Kehinde Wiley Unveils Black Public Monument in Times Square

The monument, entitled "Rumors of War," was created in response to Richmond's Confederate monuments

PICTURED: Kehinde Wiley

ACCLAIMED ARTIST Kehinde Wiley has unveiled a monument in Time Square, which depicts  a young black man in urban regalia sitting astride a galloping horse.

The monument, which was unveiled on Friday (September 27), stands at 27 feet high and 16 feet wide and is entitled Rumours of War.

Speaking to the Associated Press, Wiley, described his latest work as a call to arms for inclusivity and said he hopes young people would see it and “see a sense of radical possibility—this, too, is America.”

“The inspiration for Rumors of War is war—is an engagement with violence. Art and violence have for an eternity held a strong narrative grip with each other,” Wiley said in a statement. 

Rumors of War attempts to use the language of equestrian portraiture to both embrace and subsume the fetishisation of state violence. New York and Times Square, in particular, sit at the crossroads of human movement on a global scale.

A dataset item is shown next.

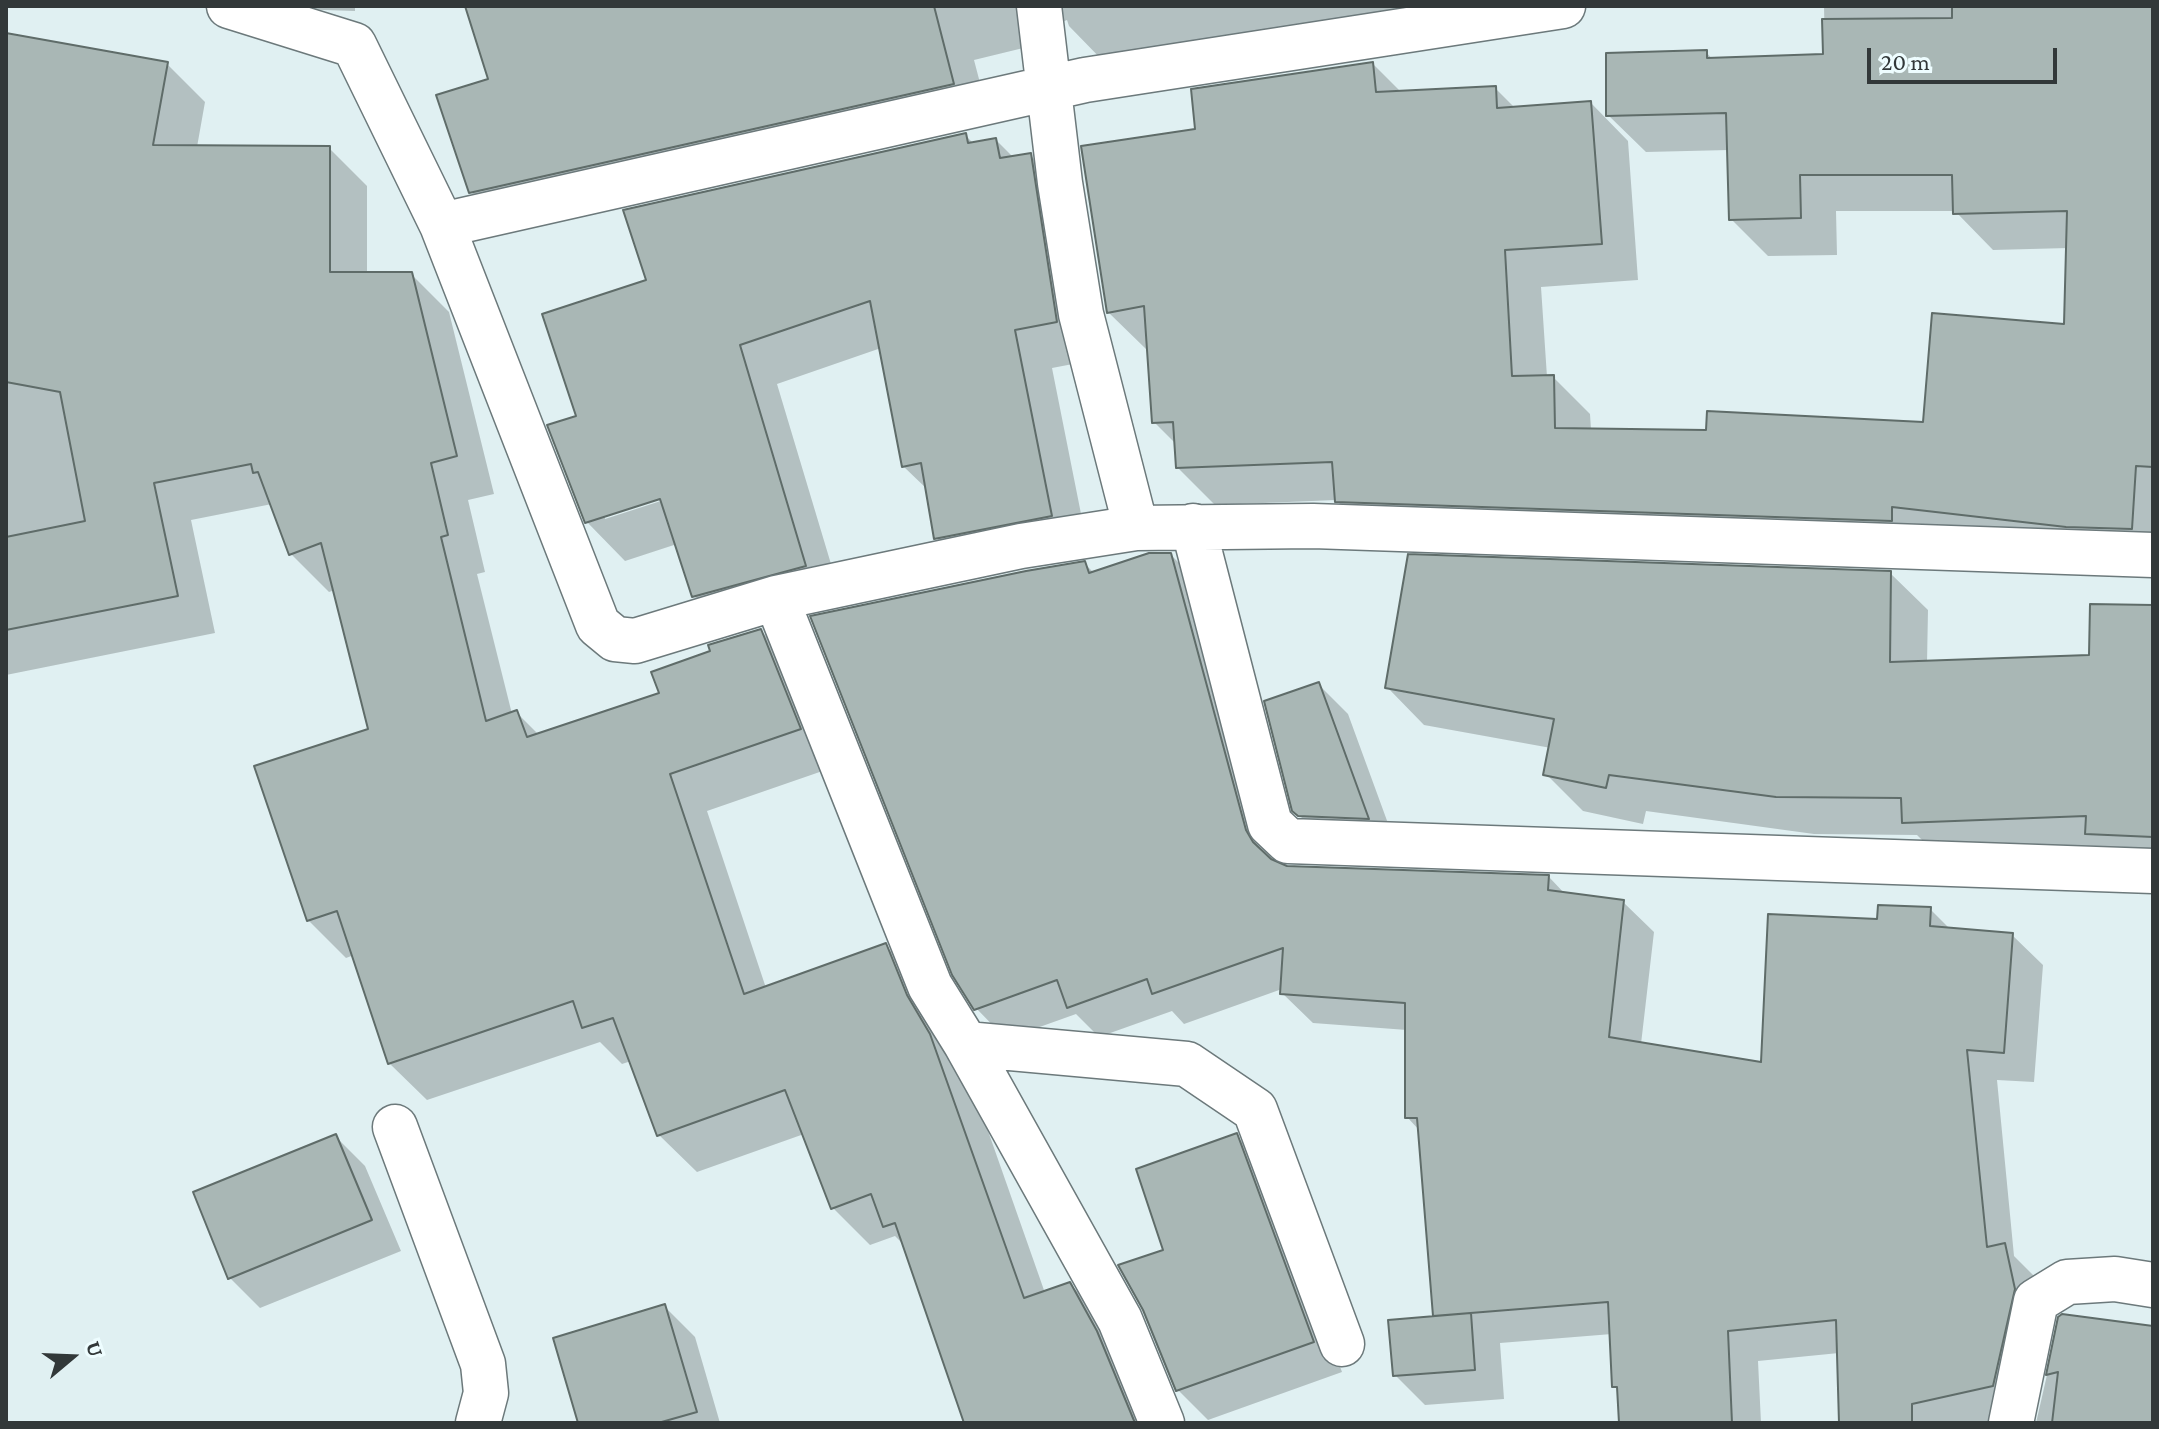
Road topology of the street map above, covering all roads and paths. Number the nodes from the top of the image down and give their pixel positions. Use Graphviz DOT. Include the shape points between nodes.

“To have the Rumors of War sculpture presented in such a context lays bare the scope and scale of the project in its conceit to expose the beautiful and terrible potentiality of art to sculpt the language of domination.”

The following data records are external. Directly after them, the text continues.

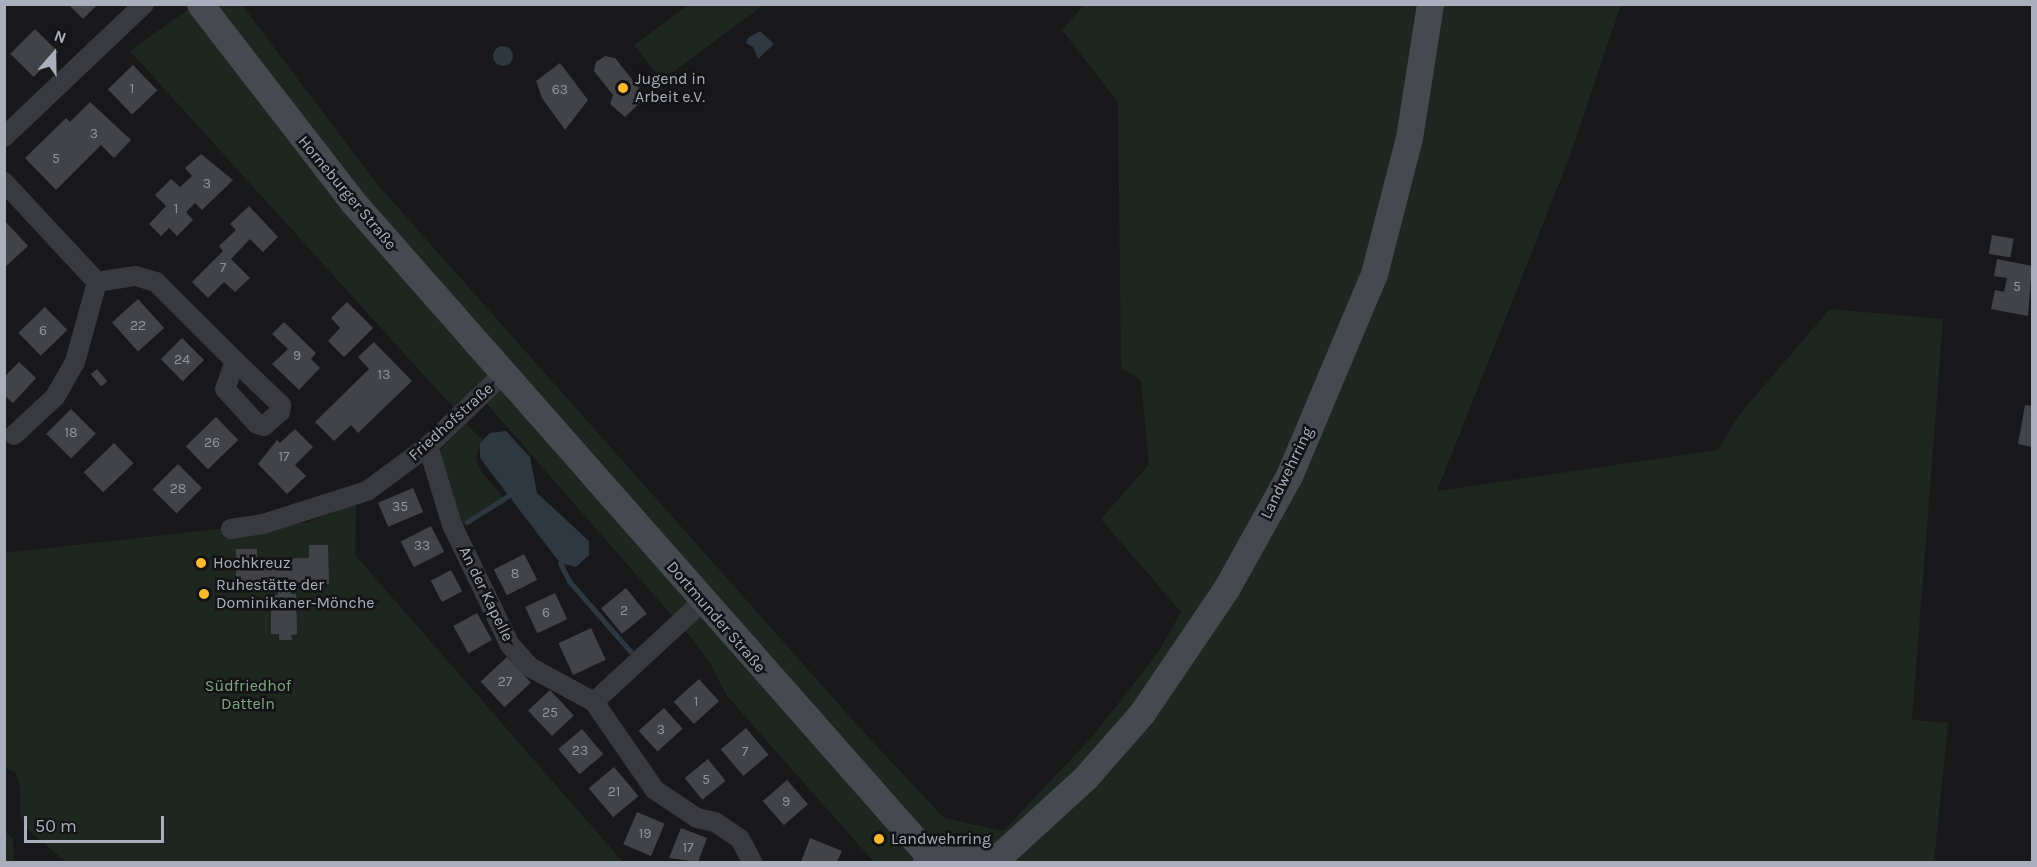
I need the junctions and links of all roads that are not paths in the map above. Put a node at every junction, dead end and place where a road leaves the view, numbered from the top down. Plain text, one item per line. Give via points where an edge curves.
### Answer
1 (144, 4) edge
2 (200, 4) edge
3 (1430, 4) edge
4 (4, 136) edge
5 (4, 182) edge
6 (97, 282) junction
7 (235, 361) dead end
8 (502, 375) junction
9 (8, 435) edge
10 (428, 446) junction
11 (231, 529) dead end
12 (703, 602) junction
13 (594, 702) junction
14 (928, 860) edge
15 (752, 862) edge
16 (988, 862) edge
17 (993, 862) edge

1 - 4 street
2 - 8 street, Horneburger Straße via 298,136
3 - 17 street, Landwehrring via 1409,138 1374,274 1288,476 1226,589 1142,713 1085,778
5 - 6 street
6 - 7 street via 136,276 156,282
6 - 9 street via 75,362 55,397
8 - 10 street, Friedhofstraße
8 - 12 street, Dortmunder Straße
10 - 11 street, Friedhofstraße via 367,491 284,518
10 - 13 street, An der Kapelle via 452,525 510,645 530,668
12 - 13 street
12 - 14 street, Dortmunder Straße
13 - 15 street, An der Kapelle via 655,790 740,839
14 - 16 street via 955,849 975,853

In an interview with The New York Times, the 42-year-old artist said the inspiration for the sculpture came from the opening of his exhibition Kehinde Wiley: A New Republic in June 2016.

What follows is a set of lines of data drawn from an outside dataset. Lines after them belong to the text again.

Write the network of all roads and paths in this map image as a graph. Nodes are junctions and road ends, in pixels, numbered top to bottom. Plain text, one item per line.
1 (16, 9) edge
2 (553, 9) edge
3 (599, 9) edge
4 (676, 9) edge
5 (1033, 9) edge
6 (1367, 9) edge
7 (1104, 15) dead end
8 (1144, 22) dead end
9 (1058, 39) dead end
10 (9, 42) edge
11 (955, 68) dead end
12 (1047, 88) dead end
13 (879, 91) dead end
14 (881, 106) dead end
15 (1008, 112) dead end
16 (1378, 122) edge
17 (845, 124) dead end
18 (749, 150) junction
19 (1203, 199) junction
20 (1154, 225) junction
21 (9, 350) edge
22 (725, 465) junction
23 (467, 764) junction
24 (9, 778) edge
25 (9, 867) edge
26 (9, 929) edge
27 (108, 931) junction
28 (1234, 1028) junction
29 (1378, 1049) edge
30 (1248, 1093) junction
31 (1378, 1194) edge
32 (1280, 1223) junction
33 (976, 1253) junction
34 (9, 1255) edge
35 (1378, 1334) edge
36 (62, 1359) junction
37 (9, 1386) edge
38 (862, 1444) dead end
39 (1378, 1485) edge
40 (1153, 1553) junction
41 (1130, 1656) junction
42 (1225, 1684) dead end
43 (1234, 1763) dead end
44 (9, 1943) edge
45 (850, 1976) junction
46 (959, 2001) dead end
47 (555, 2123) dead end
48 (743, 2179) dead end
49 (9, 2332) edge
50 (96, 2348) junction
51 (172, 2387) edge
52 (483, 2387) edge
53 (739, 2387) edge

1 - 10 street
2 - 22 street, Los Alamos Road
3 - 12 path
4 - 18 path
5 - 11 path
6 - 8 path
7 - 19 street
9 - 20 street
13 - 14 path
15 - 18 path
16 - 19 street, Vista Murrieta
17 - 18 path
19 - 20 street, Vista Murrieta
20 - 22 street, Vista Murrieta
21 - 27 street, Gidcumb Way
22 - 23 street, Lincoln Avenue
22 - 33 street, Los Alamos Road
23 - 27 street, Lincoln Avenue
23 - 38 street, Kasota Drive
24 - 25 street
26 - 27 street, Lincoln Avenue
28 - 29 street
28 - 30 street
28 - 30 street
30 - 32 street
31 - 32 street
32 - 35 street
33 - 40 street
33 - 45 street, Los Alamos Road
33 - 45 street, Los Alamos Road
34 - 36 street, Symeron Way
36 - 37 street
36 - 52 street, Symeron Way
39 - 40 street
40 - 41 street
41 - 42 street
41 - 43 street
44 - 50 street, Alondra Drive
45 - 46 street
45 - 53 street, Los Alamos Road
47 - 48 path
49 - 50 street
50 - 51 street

He was struck by a statue of General J.E.B. Stuart and its evocation of Lost Cause ideology, which holds that the Confederate states were the noble targets of Northern aggression.

“I’m a black man walking those streets,” he said at the unveiling on Friday. “I’m looking up at those things that give me a sense of dread and fear.”

“Today,” he said, “we say yes to something that looks like us. We say yes to inclusivity. We say yes to broader notions of what it means to be an American.”

Rumors of War will display in Times Square until December 1 and will make its permanent home at the Virginia Museum of Fine Arts on Arthur Ashe Boulevard in Richmond.